Source data: Begin

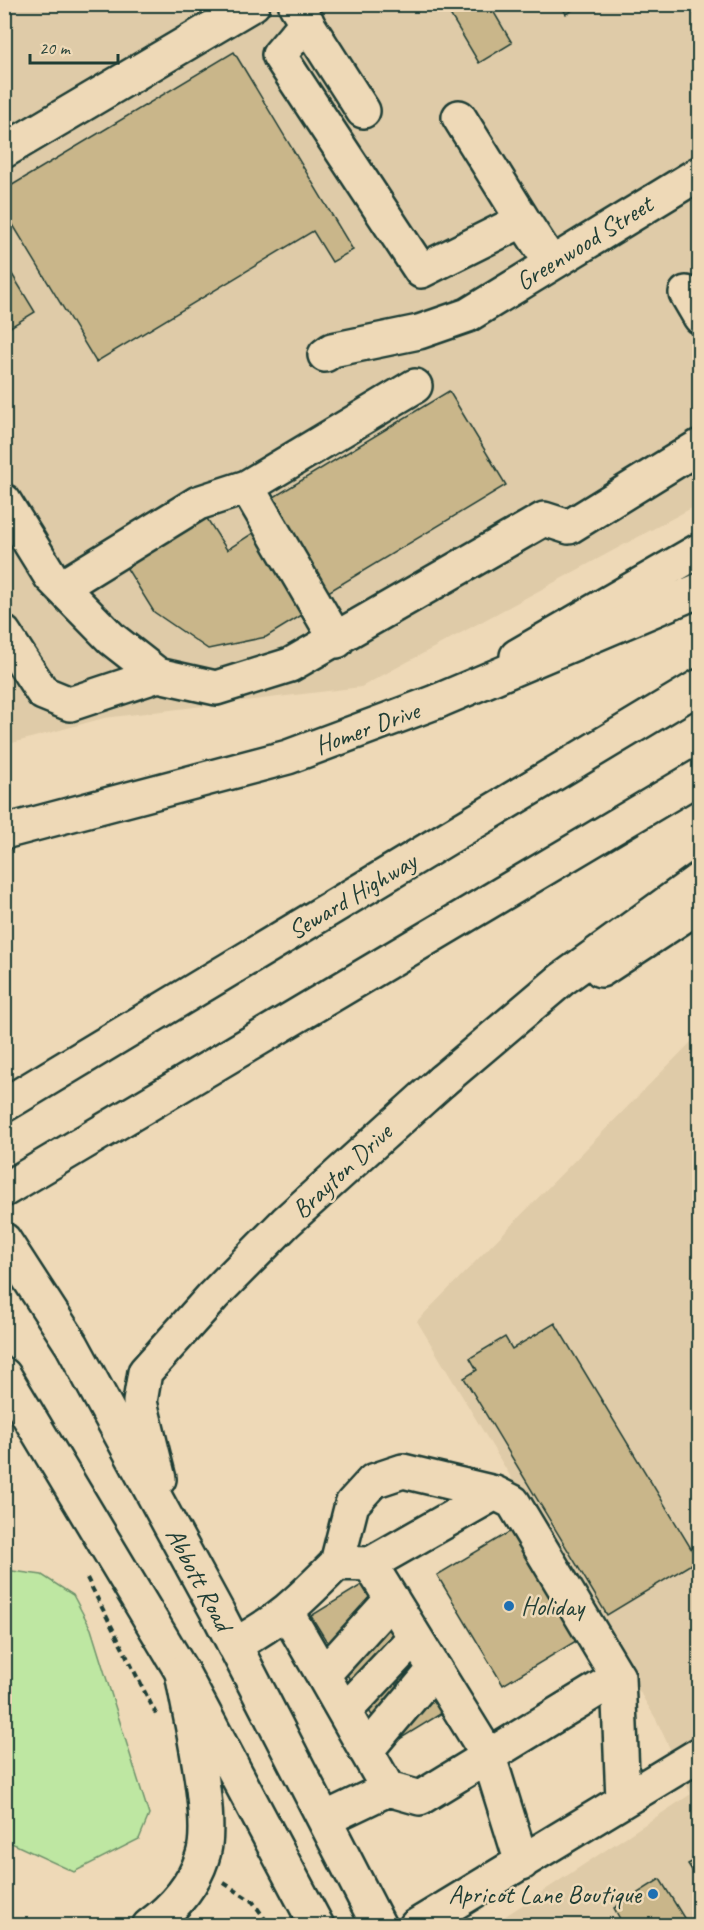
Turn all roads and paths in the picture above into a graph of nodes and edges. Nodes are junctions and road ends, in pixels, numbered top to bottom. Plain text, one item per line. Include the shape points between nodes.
1 (253, 4) edge
2 (301, 13) edge
3 (363, 111) dead end
4 (459, 117) dead end
5 (4, 151) edge
6 (699, 173) edge
7 (523, 220) junction
8 (551, 263) junction
9 (325, 355) dead end
10 (415, 387) dead end
11 (699, 446) edge
12 (247, 487) junction
13 (4, 501) edge
14 (699, 550) edge
15 (63, 586) junction
16 (699, 590) edge
17 (337, 641) junction
18 (8, 647) edge
19 (158, 675) junction
20 (699, 686) edge
21 (438, 701) junction
22 (699, 776) edge
23 (4, 832) edge
24 (699, 879) edge
25 (699, 905) edge
26 (442, 1081) junction
27 (5, 1105) edge
28 (54, 1162) junction
29 (4, 1190) edge
30 (4, 1197) edge
31 (4, 1240) edge
32 (4, 1375) edge
33 (495, 1493) junction
34 (174, 1533) junction
35 (337, 1563) junction
36 (370, 1564) junction
37 (83, 1571) dead end
38 (392, 1599) junction
39 (287, 1613) junction
40 (415, 1637) junction
41 (234, 1645) junction
42 (435, 1669) junction
43 (182, 1672) junction
44 (323, 1675) junction
45 (618, 1677) junction
46 (344, 1712) junction
47 (159, 1719) dead end
48 (366, 1751) junction
49 (699, 1754) edge
50 (489, 1756) junction
51 (388, 1789) junction
52 (623, 1800) junction
53 (324, 1819) junction
54 (522, 1863) junction
55 (218, 1879) dead end
56 (148, 1926) edge
57 (270, 1926) edge
58 (317, 1926) edge
59 (379, 1926) edge
60 (416, 1926) edge

1 - 5 main road
2 - 3 main road
2 - 7 main road via 279,55 421,271
4 - 7 main road
6 - 8 main road, Greenwood Street
7 - 8 main road
8 - 9 main road, Greenwood Street via 468,315 419,332 332,350
10 - 12 main road
11 - 17 main road via 569,527 544,519
12 - 15 main road via 198,503
12 - 17 main road
13 - 15 main road via 51,577
14 - 21 main road, Homer Drive
15 - 19 main road via 112,639
16 - 21 main road
17 - 19 main road via 290,665 216,688
18 - 19 main road via 43,693 70,704
20 - 27 main road, Seward Highway
21 - 23 main road, Homer Drive via 288,757
22 - 28 main road
24 - 26 main road via 561,980
25 - 26 main road, Brayton Drive
26 - 34 main road, Brayton Drive via 286,1222 145,1372 140,1402
28 - 29 main road
28 - 30 main road
31 - 34 main road, Abbott Road via 72,1344
32 - 43 main road
33 - 35 main road via 403,1471 373,1481 352,1504
33 - 36 main road
33 - 45 main road via 513,1502
34 - 41 main road, Abbott Road
35 - 36 main road
35 - 39 main road
36 - 38 main road
37 - 47 path
38 - 40 main road
38 - 44 main road
39 - 41 main road
39 - 44 main road
40 - 42 main road
40 - 46 main road
41 - 53 main road, Abbott Road
42 - 48 main road
42 - 50 main road
43 - 56 main road via 206,1823 203,1856 182,1896
43 - 58 main road
44 - 46 main road
45 - 50 main road
45 - 52 main road
46 - 48 main road
48 - 51 main road
49 - 52 main road
50 - 51 main road via 420,1798
50 - 54 main road
51 - 53 main road
52 - 54 main road
53 - 59 main road, Abbott Road
54 - 60 main road
55 - 57 path via 253,1902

Source data: End

▶ _Task goal_: Which lines of the listing above hold the word "Brayton"? Copy each of them.

▶ _Solution for this task_:
25 - 26 main road, Brayton Drive
26 - 34 main road, Brayton Drive via 286,1222 145,1372 140,1402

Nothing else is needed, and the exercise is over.